(PROBLEM DESCRIPTION) The lines below should be written out again in full, exactly as they are.

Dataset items
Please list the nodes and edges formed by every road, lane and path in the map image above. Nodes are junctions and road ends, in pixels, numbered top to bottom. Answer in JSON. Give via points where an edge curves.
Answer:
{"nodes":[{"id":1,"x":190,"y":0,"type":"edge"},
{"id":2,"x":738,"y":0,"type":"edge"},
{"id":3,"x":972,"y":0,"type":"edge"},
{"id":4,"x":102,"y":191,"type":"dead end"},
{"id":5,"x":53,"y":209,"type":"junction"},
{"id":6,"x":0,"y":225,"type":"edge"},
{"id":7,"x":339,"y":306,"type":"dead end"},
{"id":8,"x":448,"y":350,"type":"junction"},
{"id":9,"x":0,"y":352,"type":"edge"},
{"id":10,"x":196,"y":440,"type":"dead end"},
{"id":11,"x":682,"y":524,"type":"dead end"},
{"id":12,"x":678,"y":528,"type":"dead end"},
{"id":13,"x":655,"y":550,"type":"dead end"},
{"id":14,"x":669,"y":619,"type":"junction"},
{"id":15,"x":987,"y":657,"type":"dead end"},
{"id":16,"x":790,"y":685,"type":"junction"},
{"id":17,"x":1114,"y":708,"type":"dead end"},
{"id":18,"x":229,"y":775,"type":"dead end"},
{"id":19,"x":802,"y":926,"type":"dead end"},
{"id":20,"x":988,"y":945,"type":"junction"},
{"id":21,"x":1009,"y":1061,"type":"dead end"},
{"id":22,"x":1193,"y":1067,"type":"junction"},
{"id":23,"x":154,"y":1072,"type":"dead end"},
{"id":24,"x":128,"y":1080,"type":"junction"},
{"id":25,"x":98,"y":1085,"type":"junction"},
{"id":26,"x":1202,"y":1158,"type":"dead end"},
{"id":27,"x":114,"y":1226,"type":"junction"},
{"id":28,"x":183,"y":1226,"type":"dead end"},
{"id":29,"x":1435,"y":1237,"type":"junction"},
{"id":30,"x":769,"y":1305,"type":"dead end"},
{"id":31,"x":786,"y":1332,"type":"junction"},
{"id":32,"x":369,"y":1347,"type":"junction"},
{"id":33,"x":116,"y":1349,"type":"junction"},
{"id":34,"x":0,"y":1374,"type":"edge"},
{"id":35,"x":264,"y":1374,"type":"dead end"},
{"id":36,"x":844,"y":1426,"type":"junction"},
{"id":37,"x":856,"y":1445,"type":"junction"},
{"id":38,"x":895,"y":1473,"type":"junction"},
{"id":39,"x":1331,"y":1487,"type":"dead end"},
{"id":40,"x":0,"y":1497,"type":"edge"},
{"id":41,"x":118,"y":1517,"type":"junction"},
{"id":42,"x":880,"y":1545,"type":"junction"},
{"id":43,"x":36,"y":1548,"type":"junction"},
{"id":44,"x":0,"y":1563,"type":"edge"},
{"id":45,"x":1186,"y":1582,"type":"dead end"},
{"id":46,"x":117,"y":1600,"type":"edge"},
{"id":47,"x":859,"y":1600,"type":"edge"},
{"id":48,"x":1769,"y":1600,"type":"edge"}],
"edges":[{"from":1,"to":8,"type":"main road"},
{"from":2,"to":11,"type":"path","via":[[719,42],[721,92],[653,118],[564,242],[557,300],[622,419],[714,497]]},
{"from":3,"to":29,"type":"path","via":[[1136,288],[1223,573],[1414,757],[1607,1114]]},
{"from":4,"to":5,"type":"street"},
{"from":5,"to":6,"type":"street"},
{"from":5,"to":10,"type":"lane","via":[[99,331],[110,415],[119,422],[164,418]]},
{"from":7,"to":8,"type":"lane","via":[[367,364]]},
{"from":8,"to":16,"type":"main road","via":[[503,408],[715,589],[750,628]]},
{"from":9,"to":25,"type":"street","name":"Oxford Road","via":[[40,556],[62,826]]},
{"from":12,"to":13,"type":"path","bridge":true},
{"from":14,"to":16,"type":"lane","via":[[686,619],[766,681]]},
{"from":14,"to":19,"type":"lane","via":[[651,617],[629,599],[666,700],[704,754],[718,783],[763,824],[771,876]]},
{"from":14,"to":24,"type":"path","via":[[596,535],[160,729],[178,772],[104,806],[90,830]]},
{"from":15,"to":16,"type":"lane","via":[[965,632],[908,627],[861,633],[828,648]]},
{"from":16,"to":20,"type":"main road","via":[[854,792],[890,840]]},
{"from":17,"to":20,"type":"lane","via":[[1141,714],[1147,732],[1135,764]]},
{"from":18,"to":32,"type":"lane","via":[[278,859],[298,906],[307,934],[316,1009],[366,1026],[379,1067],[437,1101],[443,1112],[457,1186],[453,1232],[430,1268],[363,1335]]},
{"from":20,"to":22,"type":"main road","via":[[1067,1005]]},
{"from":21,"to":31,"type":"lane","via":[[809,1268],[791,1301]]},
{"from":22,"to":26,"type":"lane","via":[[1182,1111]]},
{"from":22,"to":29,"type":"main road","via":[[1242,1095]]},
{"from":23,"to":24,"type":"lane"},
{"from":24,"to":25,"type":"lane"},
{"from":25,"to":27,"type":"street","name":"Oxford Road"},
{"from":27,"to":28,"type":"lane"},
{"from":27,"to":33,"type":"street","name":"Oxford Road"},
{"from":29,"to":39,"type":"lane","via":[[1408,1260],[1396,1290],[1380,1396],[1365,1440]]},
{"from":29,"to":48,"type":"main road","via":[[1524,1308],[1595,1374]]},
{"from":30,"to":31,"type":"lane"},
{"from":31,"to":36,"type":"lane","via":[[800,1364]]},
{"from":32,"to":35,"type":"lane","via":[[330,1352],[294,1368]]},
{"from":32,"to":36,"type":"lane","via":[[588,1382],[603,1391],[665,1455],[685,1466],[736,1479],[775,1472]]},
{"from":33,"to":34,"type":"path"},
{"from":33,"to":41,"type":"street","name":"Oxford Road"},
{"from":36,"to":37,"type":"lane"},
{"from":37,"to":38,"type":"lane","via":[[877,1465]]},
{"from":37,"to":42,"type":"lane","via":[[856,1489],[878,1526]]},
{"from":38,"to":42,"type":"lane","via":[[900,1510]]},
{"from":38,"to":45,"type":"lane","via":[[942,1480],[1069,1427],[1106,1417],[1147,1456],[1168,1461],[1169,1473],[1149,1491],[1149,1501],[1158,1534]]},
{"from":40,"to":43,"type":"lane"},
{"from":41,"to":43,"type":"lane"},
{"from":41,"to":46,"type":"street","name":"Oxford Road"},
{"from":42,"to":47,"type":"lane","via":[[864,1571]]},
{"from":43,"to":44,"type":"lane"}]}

(SOLUTION TO THIS TASK)
Please list the nodes and edges formed by every road, lane and path in the map image above. Nodes are junctions and road ends, in pixels, numbered top to bottom. Answer in JSON. Give via points where an edge curves.
Answer:
{"nodes":[{"id":1,"x":190,"y":0,"type":"edge"},
{"id":2,"x":738,"y":0,"type":"edge"},
{"id":3,"x":972,"y":0,"type":"edge"},
{"id":4,"x":102,"y":191,"type":"dead end"},
{"id":5,"x":53,"y":209,"type":"junction"},
{"id":6,"x":0,"y":225,"type":"edge"},
{"id":7,"x":339,"y":306,"type":"dead end"},
{"id":8,"x":448,"y":350,"type":"junction"},
{"id":9,"x":0,"y":352,"type":"edge"},
{"id":10,"x":196,"y":440,"type":"dead end"},
{"id":11,"x":682,"y":524,"type":"dead end"},
{"id":12,"x":678,"y":528,"type":"dead end"},
{"id":13,"x":655,"y":550,"type":"dead end"},
{"id":14,"x":669,"y":619,"type":"junction"},
{"id":15,"x":987,"y":657,"type":"dead end"},
{"id":16,"x":790,"y":685,"type":"junction"},
{"id":17,"x":1114,"y":708,"type":"dead end"},
{"id":18,"x":229,"y":775,"type":"dead end"},
{"id":19,"x":802,"y":926,"type":"dead end"},
{"id":20,"x":988,"y":945,"type":"junction"},
{"id":21,"x":1009,"y":1061,"type":"dead end"},
{"id":22,"x":1193,"y":1067,"type":"junction"},
{"id":23,"x":154,"y":1072,"type":"dead end"},
{"id":24,"x":128,"y":1080,"type":"junction"},
{"id":25,"x":98,"y":1085,"type":"junction"},
{"id":26,"x":1202,"y":1158,"type":"dead end"},
{"id":27,"x":114,"y":1226,"type":"junction"},
{"id":28,"x":183,"y":1226,"type":"dead end"},
{"id":29,"x":1435,"y":1237,"type":"junction"},
{"id":30,"x":769,"y":1305,"type":"dead end"},
{"id":31,"x":786,"y":1332,"type":"junction"},
{"id":32,"x":369,"y":1347,"type":"junction"},
{"id":33,"x":116,"y":1349,"type":"junction"},
{"id":34,"x":0,"y":1374,"type":"edge"},
{"id":35,"x":264,"y":1374,"type":"dead end"},
{"id":36,"x":844,"y":1426,"type":"junction"},
{"id":37,"x":856,"y":1445,"type":"junction"},
{"id":38,"x":895,"y":1473,"type":"junction"},
{"id":39,"x":1331,"y":1487,"type":"dead end"},
{"id":40,"x":0,"y":1497,"type":"edge"},
{"id":41,"x":118,"y":1517,"type":"junction"},
{"id":42,"x":880,"y":1545,"type":"junction"},
{"id":43,"x":36,"y":1548,"type":"junction"},
{"id":44,"x":0,"y":1563,"type":"edge"},
{"id":45,"x":1186,"y":1582,"type":"dead end"},
{"id":46,"x":117,"y":1600,"type":"edge"},
{"id":47,"x":859,"y":1600,"type":"edge"},
{"id":48,"x":1769,"y":1600,"type":"edge"}],
"edges":[{"from":1,"to":8,"type":"main road"},
{"from":2,"to":11,"type":"path","via":[[719,42],[721,92],[653,118],[564,242],[557,300],[622,419],[714,497]]},
{"from":3,"to":29,"type":"path","via":[[1136,288],[1223,573],[1414,757],[1607,1114]]},
{"from":4,"to":5,"type":"street"},
{"from":5,"to":6,"type":"street"},
{"from":5,"to":10,"type":"lane","via":[[99,331],[110,415],[119,422],[164,418]]},
{"from":7,"to":8,"type":"lane","via":[[367,364]]},
{"from":8,"to":16,"type":"main road","via":[[503,408],[715,589],[750,628]]},
{"from":9,"to":25,"type":"street","name":"Oxford Road","via":[[40,556],[62,826]]},
{"from":12,"to":13,"type":"path","bridge":true},
{"from":14,"to":16,"type":"lane","via":[[686,619],[766,681]]},
{"from":14,"to":19,"type":"lane","via":[[651,617],[629,599],[666,700],[704,754],[718,783],[763,824],[771,876]]},
{"from":14,"to":24,"type":"path","via":[[596,535],[160,729],[178,772],[104,806],[90,830]]},
{"from":15,"to":16,"type":"lane","via":[[965,632],[908,627],[861,633],[828,648]]},
{"from":16,"to":20,"type":"main road","via":[[854,792],[890,840]]},
{"from":17,"to":20,"type":"lane","via":[[1141,714],[1147,732],[1135,764]]},
{"from":18,"to":32,"type":"lane","via":[[278,859],[298,906],[307,934],[316,1009],[366,1026],[379,1067],[437,1101],[443,1112],[457,1186],[453,1232],[430,1268],[363,1335]]},
{"from":20,"to":22,"type":"main road","via":[[1067,1005]]},
{"from":21,"to":31,"type":"lane","via":[[809,1268],[791,1301]]},
{"from":22,"to":26,"type":"lane","via":[[1182,1111]]},
{"from":22,"to":29,"type":"main road","via":[[1242,1095]]},
{"from":23,"to":24,"type":"lane"},
{"from":24,"to":25,"type":"lane"},
{"from":25,"to":27,"type":"street","name":"Oxford Road"},
{"from":27,"to":28,"type":"lane"},
{"from":27,"to":33,"type":"street","name":"Oxford Road"},
{"from":29,"to":39,"type":"lane","via":[[1408,1260],[1396,1290],[1380,1396],[1365,1440]]},
{"from":29,"to":48,"type":"main road","via":[[1524,1308],[1595,1374]]},
{"from":30,"to":31,"type":"lane"},
{"from":31,"to":36,"type":"lane","via":[[800,1364]]},
{"from":32,"to":35,"type":"lane","via":[[330,1352],[294,1368]]},
{"from":32,"to":36,"type":"lane","via":[[588,1382],[603,1391],[665,1455],[685,1466],[736,1479],[775,1472]]},
{"from":33,"to":34,"type":"path"},
{"from":33,"to":41,"type":"street","name":"Oxford Road"},
{"from":36,"to":37,"type":"lane"},
{"from":37,"to":38,"type":"lane","via":[[877,1465]]},
{"from":37,"to":42,"type":"lane","via":[[856,1489],[878,1526]]},
{"from":38,"to":42,"type":"lane","via":[[900,1510]]},
{"from":38,"to":45,"type":"lane","via":[[942,1480],[1069,1427],[1106,1417],[1147,1456],[1168,1461],[1169,1473],[1149,1491],[1149,1501],[1158,1534]]},
{"from":40,"to":43,"type":"lane"},
{"from":41,"to":43,"type":"lane"},
{"from":41,"to":46,"type":"street","name":"Oxford Road"},
{"from":42,"to":47,"type":"lane","via":[[864,1571]]},
{"from":43,"to":44,"type":"lane"}]}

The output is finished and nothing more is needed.